## What is being asked
Copy the listing out in full. Keep every word as it is.

## Material provided

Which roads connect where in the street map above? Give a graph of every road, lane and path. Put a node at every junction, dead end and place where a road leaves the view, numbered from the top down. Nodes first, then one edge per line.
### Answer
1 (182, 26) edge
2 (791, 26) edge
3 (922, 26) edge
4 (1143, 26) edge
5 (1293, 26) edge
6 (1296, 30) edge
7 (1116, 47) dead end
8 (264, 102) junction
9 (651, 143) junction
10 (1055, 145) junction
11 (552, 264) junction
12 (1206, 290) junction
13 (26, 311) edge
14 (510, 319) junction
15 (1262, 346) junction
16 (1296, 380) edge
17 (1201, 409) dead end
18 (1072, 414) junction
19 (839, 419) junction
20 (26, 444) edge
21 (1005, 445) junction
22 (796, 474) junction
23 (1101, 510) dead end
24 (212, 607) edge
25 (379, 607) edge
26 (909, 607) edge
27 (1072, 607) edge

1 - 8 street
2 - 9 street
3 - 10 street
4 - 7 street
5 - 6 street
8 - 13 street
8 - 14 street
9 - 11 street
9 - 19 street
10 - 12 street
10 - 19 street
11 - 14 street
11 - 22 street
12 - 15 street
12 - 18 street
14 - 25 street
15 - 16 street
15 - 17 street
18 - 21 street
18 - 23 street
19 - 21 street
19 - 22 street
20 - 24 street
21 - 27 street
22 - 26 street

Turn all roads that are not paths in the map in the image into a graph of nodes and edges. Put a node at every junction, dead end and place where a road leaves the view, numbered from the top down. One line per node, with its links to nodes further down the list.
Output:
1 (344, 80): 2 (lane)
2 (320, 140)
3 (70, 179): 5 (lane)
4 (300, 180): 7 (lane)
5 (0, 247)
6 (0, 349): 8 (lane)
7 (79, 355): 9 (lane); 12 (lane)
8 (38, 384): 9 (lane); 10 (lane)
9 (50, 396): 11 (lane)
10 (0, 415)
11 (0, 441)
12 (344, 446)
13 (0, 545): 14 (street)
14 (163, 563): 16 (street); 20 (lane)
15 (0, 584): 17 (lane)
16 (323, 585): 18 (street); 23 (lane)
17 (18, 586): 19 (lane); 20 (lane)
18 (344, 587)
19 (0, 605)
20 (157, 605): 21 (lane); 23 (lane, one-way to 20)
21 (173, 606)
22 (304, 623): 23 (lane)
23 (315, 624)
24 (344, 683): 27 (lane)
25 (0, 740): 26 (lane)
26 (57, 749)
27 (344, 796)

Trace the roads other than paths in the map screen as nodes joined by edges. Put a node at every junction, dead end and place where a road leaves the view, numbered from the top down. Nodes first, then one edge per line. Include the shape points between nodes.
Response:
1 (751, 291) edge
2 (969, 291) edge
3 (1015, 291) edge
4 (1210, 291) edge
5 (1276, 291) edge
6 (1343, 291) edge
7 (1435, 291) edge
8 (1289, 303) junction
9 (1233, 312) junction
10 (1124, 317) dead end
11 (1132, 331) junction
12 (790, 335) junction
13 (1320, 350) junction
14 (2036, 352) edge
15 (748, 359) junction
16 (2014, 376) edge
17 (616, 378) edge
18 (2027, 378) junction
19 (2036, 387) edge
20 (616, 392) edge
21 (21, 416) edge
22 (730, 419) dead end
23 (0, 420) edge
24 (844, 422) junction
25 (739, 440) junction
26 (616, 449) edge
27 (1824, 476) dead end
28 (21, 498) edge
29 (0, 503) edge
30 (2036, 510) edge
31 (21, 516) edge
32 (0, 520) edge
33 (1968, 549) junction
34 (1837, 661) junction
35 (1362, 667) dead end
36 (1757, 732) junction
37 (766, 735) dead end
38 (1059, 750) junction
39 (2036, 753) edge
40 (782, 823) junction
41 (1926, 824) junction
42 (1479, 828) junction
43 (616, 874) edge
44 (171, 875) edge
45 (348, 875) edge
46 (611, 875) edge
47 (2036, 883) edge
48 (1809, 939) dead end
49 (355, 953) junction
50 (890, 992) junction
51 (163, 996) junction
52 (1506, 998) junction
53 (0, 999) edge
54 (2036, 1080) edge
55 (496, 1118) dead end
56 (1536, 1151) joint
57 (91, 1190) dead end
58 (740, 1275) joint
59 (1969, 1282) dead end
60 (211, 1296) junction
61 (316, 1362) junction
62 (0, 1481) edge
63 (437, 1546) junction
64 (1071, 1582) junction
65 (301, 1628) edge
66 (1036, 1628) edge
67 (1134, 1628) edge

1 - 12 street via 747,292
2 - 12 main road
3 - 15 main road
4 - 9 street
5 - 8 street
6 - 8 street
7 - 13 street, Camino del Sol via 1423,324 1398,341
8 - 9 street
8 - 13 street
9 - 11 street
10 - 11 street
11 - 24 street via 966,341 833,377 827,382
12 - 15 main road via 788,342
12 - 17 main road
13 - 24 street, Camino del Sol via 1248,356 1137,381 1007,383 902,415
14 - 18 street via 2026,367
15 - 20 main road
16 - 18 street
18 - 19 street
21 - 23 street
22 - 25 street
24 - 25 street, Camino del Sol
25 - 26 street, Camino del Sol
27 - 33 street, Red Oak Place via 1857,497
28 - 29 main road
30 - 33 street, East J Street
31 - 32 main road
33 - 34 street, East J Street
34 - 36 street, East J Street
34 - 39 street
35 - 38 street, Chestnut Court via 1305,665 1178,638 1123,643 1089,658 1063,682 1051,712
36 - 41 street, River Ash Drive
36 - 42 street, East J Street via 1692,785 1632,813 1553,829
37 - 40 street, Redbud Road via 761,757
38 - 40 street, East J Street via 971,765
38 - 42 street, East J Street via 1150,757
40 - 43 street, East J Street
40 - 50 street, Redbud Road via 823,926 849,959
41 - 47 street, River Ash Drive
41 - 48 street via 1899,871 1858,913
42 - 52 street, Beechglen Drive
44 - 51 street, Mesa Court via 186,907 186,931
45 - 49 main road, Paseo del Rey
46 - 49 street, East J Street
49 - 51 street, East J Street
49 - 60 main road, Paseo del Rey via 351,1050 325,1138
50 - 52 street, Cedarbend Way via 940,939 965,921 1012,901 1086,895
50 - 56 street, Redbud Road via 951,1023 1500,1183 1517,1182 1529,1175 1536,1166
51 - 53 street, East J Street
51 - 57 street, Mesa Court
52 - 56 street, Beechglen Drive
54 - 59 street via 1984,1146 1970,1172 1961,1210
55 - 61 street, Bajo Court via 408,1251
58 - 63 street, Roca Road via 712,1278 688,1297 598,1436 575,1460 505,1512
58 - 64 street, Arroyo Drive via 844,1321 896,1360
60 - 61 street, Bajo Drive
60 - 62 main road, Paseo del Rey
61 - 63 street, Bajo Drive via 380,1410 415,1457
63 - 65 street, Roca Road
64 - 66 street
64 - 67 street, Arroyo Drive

## Completed exercise
Which roads connect where in the street map above? Give a graph of every road, lane and path. Put a node at every junction, dead end and place where a road leaves the view, numbered from the top down. Nodes first, then one edge per line.
### Answer
1 (182, 26) edge
2 (791, 26) edge
3 (922, 26) edge
4 (1143, 26) edge
5 (1293, 26) edge
6 (1296, 30) edge
7 (1116, 47) dead end
8 (264, 102) junction
9 (651, 143) junction
10 (1055, 145) junction
11 (552, 264) junction
12 (1206, 290) junction
13 (26, 311) edge
14 (510, 319) junction
15 (1262, 346) junction
16 (1296, 380) edge
17 (1201, 409) dead end
18 (1072, 414) junction
19 (839, 419) junction
20 (26, 444) edge
21 (1005, 445) junction
22 (796, 474) junction
23 (1101, 510) dead end
24 (212, 607) edge
25 (379, 607) edge
26 (909, 607) edge
27 (1072, 607) edge

1 - 8 street
2 - 9 street
3 - 10 street
4 - 7 street
5 - 6 street
8 - 13 street
8 - 14 street
9 - 11 street
9 - 19 street
10 - 12 street
10 - 19 street
11 - 14 street
11 - 22 street
12 - 15 street
12 - 18 street
14 - 25 street
15 - 16 street
15 - 17 street
18 - 21 street
18 - 23 street
19 - 21 street
19 - 22 street
20 - 24 street
21 - 27 street
22 - 26 street

Turn all roads that are not paths in the map in the image into a graph of nodes and edges. Put a node at every junction, dead end and place where a road leaves the view, numbered from the top down. One line per node, with its links to nodes further down the list.
Output:
1 (344, 80): 2 (lane)
2 (320, 140)
3 (70, 179): 5 (lane)
4 (300, 180): 7 (lane)
5 (0, 247)
6 (0, 349): 8 (lane)
7 (79, 355): 9 (lane); 12 (lane)
8 (38, 384): 9 (lane); 10 (lane)
9 (50, 396): 11 (lane)
10 (0, 415)
11 (0, 441)
12 (344, 446)
13 (0, 545): 14 (street)
14 (163, 563): 16 (street); 20 (lane)
15 (0, 584): 17 (lane)
16 (323, 585): 18 (street); 23 (lane)
17 (18, 586): 19 (lane); 20 (lane)
18 (344, 587)
19 (0, 605)
20 (157, 605): 21 (lane); 23 (lane, one-way to 20)
21 (173, 606)
22 (304, 623): 23 (lane)
23 (315, 624)
24 (344, 683): 27 (lane)
25 (0, 740): 26 (lane)
26 (57, 749)
27 (344, 796)

Trace the roads other than paths in the map screen as nodes joined by edges. Put a node at every junction, dead end and place where a road leaves the view, numbered from the top down. Nodes first, then one edge per line. Include the shape points between nodes.
Response:
1 (751, 291) edge
2 (969, 291) edge
3 (1015, 291) edge
4 (1210, 291) edge
5 (1276, 291) edge
6 (1343, 291) edge
7 (1435, 291) edge
8 (1289, 303) junction
9 (1233, 312) junction
10 (1124, 317) dead end
11 (1132, 331) junction
12 (790, 335) junction
13 (1320, 350) junction
14 (2036, 352) edge
15 (748, 359) junction
16 (2014, 376) edge
17 (616, 378) edge
18 (2027, 378) junction
19 (2036, 387) edge
20 (616, 392) edge
21 (21, 416) edge
22 (730, 419) dead end
23 (0, 420) edge
24 (844, 422) junction
25 (739, 440) junction
26 (616, 449) edge
27 (1824, 476) dead end
28 (21, 498) edge
29 (0, 503) edge
30 (2036, 510) edge
31 (21, 516) edge
32 (0, 520) edge
33 (1968, 549) junction
34 (1837, 661) junction
35 (1362, 667) dead end
36 (1757, 732) junction
37 (766, 735) dead end
38 (1059, 750) junction
39 (2036, 753) edge
40 (782, 823) junction
41 (1926, 824) junction
42 (1479, 828) junction
43 (616, 874) edge
44 (171, 875) edge
45 (348, 875) edge
46 (611, 875) edge
47 (2036, 883) edge
48 (1809, 939) dead end
49 (355, 953) junction
50 (890, 992) junction
51 (163, 996) junction
52 (1506, 998) junction
53 (0, 999) edge
54 (2036, 1080) edge
55 (496, 1118) dead end
56 (1536, 1151) joint
57 (91, 1190) dead end
58 (740, 1275) joint
59 (1969, 1282) dead end
60 (211, 1296) junction
61 (316, 1362) junction
62 (0, 1481) edge
63 (437, 1546) junction
64 (1071, 1582) junction
65 (301, 1628) edge
66 (1036, 1628) edge
67 (1134, 1628) edge

1 - 12 street via 747,292
2 - 12 main road
3 - 15 main road
4 - 9 street
5 - 8 street
6 - 8 street
7 - 13 street, Camino del Sol via 1423,324 1398,341
8 - 9 street
8 - 13 street
9 - 11 street
10 - 11 street
11 - 24 street via 966,341 833,377 827,382
12 - 15 main road via 788,342
12 - 17 main road
13 - 24 street, Camino del Sol via 1248,356 1137,381 1007,383 902,415
14 - 18 street via 2026,367
15 - 20 main road
16 - 18 street
18 - 19 street
21 - 23 street
22 - 25 street
24 - 25 street, Camino del Sol
25 - 26 street, Camino del Sol
27 - 33 street, Red Oak Place via 1857,497
28 - 29 main road
30 - 33 street, East J Street
31 - 32 main road
33 - 34 street, East J Street
34 - 36 street, East J Street
34 - 39 street
35 - 38 street, Chestnut Court via 1305,665 1178,638 1123,643 1089,658 1063,682 1051,712
36 - 41 street, River Ash Drive
36 - 42 street, East J Street via 1692,785 1632,813 1553,829
37 - 40 street, Redbud Road via 761,757
38 - 40 street, East J Street via 971,765
38 - 42 street, East J Street via 1150,757
40 - 43 street, East J Street
40 - 50 street, Redbud Road via 823,926 849,959
41 - 47 street, River Ash Drive
41 - 48 street via 1899,871 1858,913
42 - 52 street, Beechglen Drive
44 - 51 street, Mesa Court via 186,907 186,931
45 - 49 main road, Paseo del Rey
46 - 49 street, East J Street
49 - 51 street, East J Street
49 - 60 main road, Paseo del Rey via 351,1050 325,1138
50 - 52 street, Cedarbend Way via 940,939 965,921 1012,901 1086,895
50 - 56 street, Redbud Road via 951,1023 1500,1183 1517,1182 1529,1175 1536,1166
51 - 53 street, East J Street
51 - 57 street, Mesa Court
52 - 56 street, Beechglen Drive
54 - 59 street via 1984,1146 1970,1172 1961,1210
55 - 61 street, Bajo Court via 408,1251
58 - 63 street, Roca Road via 712,1278 688,1297 598,1436 575,1460 505,1512
58 - 64 street, Arroyo Drive via 844,1321 896,1360
60 - 61 street, Bajo Drive
60 - 62 main road, Paseo del Rey
61 - 63 street, Bajo Drive via 380,1410 415,1457
63 - 65 street, Roca Road
64 - 66 street
64 - 67 street, Arroyo Drive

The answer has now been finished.